═══ SUPPLIED MATERIAL

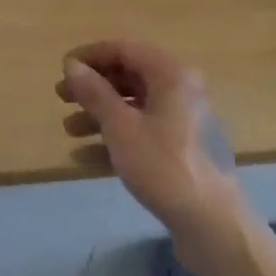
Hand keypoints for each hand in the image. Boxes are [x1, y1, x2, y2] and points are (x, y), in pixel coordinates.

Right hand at [56, 40, 244, 239]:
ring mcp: (183, 122)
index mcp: (171, 74)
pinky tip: (85, 157)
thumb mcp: (121, 126)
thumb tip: (71, 65)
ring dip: (99, 115)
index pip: (124, 49)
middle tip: (61, 97)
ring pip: (134, 107)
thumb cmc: (164, 165)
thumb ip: (94, 93)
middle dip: (93, 87)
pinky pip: (143, 133)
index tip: (63, 69)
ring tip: (69, 129)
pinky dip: (115, 139)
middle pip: (129, 77)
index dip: (91, 55)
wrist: (214, 226)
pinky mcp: (182, 151)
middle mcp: (180, 90)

══════

■ **DIRECTIONS FOR THIS TASK**:
Only these are to be transcribed: the line with "thumb tip: (71, 65)" and every line after it through the last line of the entries, each exactly.

■ **OUTPUT FOR THIS EXERCISE**:
thumb tip: (71, 65)
ring dip: (99, 115)
index pip: (124, 49)
middle tip: (61, 97)
ring pip: (134, 107)
thumb cmc: (164, 165)
thumb ip: (94, 93)
middle dip: (93, 87)
pinky pip: (143, 133)
index tip: (63, 69)
ring tip: (69, 129)
pinky dip: (115, 139)
middle pip: (129, 77)
index dip: (91, 55)
wrist: (214, 226)
pinky mcp: (182, 151)
middle mcp: (180, 90)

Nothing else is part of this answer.